The stern still motivated by the revolving propeller, seemed now to be crushing forwards and downwards onto the rapidly sinking bow section. There were noises - grinding metal, rushing water and steam rushing out of fractured pipes, bulkheads collapsing - and the agonised cries of trapped shipmates.
The stern began to rise clear of the water as it did so the activating arm of the ship's whistle on the funnel dropped forward and there began a long drawn-out wail until she died.
I clambered up the canting deck to the stern rail, and climbed over the rail onto what normally be the vertical plates of the transome, now nearly horizontal.
There, to my horror, I saw the propeller still furiously turning at 'seven O' revolutions - so that was what seventy revolutions looked like!
My racing thoughts were now playing tricks; in the midst of all this chaos and din, I recalled in absolute detail the day when, as a boy , willfully playing in a friend's farmyard with a chaff-cutting machine, I had accidentally cut the top off of another boy's thumb. I wondered if I was now to be chaff for these great revolving blades.

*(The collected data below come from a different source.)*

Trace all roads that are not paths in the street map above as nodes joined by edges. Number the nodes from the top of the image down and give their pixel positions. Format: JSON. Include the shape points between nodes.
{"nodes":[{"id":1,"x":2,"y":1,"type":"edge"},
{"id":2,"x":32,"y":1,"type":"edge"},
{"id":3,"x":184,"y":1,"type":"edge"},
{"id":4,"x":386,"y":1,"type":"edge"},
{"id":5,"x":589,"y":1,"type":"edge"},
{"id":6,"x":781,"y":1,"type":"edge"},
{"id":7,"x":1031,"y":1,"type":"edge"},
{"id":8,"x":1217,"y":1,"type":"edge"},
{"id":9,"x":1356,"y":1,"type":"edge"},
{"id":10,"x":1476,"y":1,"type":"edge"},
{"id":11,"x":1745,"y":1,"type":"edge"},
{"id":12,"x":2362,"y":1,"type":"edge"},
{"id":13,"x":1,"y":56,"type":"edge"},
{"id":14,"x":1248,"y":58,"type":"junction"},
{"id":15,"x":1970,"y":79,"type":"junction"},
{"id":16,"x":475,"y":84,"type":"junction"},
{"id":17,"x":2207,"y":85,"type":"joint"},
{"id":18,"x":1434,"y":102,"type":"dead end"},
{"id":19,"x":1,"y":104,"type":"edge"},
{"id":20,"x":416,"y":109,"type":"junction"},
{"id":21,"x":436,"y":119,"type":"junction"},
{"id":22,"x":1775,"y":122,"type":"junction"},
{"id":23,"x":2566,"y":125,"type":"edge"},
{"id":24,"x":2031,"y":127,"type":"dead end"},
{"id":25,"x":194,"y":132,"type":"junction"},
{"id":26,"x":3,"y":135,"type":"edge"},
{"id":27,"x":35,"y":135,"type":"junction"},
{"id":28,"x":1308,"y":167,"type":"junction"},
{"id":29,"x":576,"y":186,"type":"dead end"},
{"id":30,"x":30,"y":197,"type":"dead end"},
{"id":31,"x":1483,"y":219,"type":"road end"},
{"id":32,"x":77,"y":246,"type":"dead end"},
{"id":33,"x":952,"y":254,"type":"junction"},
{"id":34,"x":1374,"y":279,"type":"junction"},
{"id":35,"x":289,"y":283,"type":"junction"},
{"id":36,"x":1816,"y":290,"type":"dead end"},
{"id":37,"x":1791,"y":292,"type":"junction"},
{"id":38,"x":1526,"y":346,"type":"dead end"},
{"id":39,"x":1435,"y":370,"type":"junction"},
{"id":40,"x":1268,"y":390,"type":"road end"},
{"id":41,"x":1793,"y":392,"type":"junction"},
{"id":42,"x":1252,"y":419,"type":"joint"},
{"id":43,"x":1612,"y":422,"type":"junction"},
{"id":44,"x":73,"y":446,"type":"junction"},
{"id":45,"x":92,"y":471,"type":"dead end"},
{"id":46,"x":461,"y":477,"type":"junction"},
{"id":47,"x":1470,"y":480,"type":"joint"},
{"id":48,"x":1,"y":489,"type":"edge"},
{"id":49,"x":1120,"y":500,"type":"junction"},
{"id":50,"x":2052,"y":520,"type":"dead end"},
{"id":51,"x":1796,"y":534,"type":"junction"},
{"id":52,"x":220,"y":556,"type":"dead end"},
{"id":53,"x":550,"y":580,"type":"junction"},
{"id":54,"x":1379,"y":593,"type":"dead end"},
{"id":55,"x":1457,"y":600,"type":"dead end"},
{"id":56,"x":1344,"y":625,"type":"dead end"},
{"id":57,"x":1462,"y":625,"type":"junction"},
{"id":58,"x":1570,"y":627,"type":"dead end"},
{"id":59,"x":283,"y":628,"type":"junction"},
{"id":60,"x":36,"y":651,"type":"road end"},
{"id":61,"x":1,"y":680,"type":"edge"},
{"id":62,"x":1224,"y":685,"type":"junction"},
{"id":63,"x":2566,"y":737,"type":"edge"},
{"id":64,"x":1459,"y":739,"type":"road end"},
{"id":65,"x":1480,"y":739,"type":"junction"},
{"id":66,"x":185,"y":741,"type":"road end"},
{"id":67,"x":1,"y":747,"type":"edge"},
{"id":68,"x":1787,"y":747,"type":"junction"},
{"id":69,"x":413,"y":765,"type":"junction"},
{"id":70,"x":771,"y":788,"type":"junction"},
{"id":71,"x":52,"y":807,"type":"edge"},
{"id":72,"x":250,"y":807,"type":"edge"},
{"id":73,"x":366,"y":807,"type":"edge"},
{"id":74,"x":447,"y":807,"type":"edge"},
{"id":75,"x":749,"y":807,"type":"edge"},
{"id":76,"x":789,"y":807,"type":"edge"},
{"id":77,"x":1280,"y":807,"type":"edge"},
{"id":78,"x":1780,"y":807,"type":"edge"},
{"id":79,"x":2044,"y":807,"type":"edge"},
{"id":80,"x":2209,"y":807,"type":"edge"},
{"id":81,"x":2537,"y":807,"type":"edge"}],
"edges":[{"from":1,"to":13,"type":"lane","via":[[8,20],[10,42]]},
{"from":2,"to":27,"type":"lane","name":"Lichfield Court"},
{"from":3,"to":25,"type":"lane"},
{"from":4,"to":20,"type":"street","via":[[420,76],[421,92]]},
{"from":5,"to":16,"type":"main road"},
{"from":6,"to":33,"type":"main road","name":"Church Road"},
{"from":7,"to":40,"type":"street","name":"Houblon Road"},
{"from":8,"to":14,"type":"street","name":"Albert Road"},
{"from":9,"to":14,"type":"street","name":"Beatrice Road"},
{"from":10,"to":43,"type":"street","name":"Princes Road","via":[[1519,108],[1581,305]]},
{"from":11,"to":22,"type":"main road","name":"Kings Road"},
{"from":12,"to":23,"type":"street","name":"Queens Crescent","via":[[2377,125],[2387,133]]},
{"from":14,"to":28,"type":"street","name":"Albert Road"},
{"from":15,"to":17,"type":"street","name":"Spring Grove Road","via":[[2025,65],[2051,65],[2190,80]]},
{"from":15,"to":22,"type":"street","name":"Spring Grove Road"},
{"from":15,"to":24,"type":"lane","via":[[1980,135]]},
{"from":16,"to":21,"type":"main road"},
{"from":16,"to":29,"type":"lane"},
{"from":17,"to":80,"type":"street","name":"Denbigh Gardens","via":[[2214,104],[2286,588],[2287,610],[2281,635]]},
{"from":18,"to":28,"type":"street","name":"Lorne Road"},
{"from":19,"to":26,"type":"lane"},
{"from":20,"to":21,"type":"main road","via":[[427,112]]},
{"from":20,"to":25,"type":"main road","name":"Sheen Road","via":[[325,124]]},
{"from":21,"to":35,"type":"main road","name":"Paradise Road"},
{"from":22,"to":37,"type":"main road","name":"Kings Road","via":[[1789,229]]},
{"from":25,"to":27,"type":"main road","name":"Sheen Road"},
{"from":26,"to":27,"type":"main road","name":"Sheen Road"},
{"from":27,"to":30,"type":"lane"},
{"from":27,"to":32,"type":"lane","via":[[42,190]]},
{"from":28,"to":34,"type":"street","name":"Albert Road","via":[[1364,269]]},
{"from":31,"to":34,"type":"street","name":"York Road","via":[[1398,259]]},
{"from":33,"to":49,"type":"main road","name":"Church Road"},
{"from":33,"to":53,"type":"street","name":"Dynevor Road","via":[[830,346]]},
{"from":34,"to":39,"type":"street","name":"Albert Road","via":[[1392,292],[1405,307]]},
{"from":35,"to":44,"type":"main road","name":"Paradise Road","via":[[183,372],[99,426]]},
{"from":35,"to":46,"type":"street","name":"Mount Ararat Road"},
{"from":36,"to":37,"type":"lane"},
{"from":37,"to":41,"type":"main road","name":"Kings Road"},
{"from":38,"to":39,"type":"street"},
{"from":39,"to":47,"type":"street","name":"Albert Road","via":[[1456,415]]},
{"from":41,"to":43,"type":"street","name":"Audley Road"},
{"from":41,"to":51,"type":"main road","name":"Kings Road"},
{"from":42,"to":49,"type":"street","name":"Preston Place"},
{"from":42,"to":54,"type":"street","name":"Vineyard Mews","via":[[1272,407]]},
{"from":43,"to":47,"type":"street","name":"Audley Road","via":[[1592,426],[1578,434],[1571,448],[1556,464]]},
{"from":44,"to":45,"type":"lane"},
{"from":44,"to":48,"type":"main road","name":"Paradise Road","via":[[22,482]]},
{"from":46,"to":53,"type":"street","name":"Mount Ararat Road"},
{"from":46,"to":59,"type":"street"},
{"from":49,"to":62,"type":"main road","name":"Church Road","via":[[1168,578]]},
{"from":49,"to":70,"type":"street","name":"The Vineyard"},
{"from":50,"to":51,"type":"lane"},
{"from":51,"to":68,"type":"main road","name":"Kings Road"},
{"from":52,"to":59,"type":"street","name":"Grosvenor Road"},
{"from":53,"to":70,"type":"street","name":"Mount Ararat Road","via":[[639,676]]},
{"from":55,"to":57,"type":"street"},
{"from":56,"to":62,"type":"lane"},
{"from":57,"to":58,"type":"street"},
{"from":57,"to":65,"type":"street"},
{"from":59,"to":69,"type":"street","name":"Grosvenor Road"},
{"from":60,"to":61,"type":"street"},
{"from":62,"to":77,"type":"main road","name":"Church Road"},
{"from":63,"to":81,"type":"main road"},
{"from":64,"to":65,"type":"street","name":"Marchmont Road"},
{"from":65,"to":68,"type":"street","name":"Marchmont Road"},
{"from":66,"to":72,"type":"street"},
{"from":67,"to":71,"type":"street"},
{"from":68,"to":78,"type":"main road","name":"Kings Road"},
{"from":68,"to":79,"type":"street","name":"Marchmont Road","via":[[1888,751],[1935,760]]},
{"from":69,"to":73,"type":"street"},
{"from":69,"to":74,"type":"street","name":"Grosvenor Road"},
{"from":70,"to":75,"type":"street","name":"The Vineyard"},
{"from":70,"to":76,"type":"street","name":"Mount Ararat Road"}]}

Although I had seen similar disasters overtake a dozen or so other ships, I could not believe that this had actually happened to us. but the noise was real and so was the floatsam now swirling past - men in the water gasping with shock and immersion in waster and crude oil. My brain cleared, I only had seconds to get away, not only from the propeller blades but from the sinking depth-charges. We carried some twenty in the racks and at least two would have been primed and ready, which meant that, when the mangled ship had sunk to the required depth, the whole lot would blow up.
In a frenzy I stripped off all my top gear, but a navy-blue rollnecked pullover, recently arrived from home, defied all my efforts to get it over my head.
Nor could I swim a yard with it on. There was nothing for it but to cut it off, which I did blessing the fact that I had a jackknife on a lanyard around my middle and wondering at the same time just what my sister would have said seeing her knitted labour of love being cut to ribbons. Then I swam as far as I could to get away from the suction of the ship and the slowly sinking depth charges.
It was scarcely minutes since the torpedo had struck, but it seemed like a lifetime. In the dark I could hear men talking in the sea quite close to me. I eased my swimming pace and looked back at the remains of the ship, now bolt upright in the water, with the propeller still flapping round. She began to slide, accompanied by the never-to-be-forgotten death sounds of a ship broken and doomed.
Bulkheads were crashing, great bubbles of air came vomiting up to the surface and the nudity of those parts of a ship normally not seen when in dry dock was as starkly shocking as one's first view of female nudity. Above all this cacophony of sound, I heard a voice call out in agony. 'I can't swim' ... and a quite callous and matter-of-fact voice from another direction answered, 'You've left it bloody late to learn, chum.'
Cocker vanished in a welter of volcanic eruptions, leaving a sudden heavy silence, and for those of us left in the sea began the soul-destroying task of finding out who of the ship's company was left.
The crude oil was warm and smooth to the touch, but it tasted vile - choking coughs in the darkness began to indicate the presence of survivors. There seemed at first to be a fair number of us in the water, but sound at sea-level can be deceptive. Calls of men to their mates and shouts of others telling of what wreckage they were hanging on to confused the air; it seemed the best there was on offer was half a Carley float.